Your goal
Return each line of the entries that holds the string "Purendarpur".
****************
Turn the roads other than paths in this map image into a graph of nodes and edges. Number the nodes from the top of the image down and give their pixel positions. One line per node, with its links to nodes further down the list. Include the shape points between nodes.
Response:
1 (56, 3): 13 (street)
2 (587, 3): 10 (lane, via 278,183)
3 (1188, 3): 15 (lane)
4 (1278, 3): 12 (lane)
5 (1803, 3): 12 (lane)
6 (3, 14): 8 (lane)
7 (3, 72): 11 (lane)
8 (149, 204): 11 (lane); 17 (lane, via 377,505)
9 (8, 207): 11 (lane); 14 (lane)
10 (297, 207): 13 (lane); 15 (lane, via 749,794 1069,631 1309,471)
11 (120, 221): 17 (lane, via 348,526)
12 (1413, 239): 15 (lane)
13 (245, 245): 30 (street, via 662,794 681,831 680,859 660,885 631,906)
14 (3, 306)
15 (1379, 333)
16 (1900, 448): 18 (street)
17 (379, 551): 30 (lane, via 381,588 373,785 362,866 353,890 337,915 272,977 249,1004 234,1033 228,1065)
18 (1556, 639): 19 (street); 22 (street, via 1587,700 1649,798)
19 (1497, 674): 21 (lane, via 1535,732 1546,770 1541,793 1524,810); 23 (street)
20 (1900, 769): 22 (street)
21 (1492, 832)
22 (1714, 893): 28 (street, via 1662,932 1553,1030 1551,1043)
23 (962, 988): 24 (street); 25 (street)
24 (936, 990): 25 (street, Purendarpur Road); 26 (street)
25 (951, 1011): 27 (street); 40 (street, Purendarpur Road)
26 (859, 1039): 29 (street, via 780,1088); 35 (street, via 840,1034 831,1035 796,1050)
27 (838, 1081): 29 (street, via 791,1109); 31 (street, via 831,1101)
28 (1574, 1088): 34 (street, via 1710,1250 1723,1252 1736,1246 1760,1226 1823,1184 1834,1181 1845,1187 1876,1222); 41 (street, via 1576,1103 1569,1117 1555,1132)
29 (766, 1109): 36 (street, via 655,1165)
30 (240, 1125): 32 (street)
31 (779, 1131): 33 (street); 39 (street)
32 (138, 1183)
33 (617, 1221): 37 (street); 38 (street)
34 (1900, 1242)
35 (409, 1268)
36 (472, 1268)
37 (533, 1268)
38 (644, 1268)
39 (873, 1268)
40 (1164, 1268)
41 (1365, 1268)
****************
Your response
24 (936, 990): 25 (street, Purendarpur Road); 26 (street)
25 (951, 1011): 27 (street); 40 (street, Purendarpur Road)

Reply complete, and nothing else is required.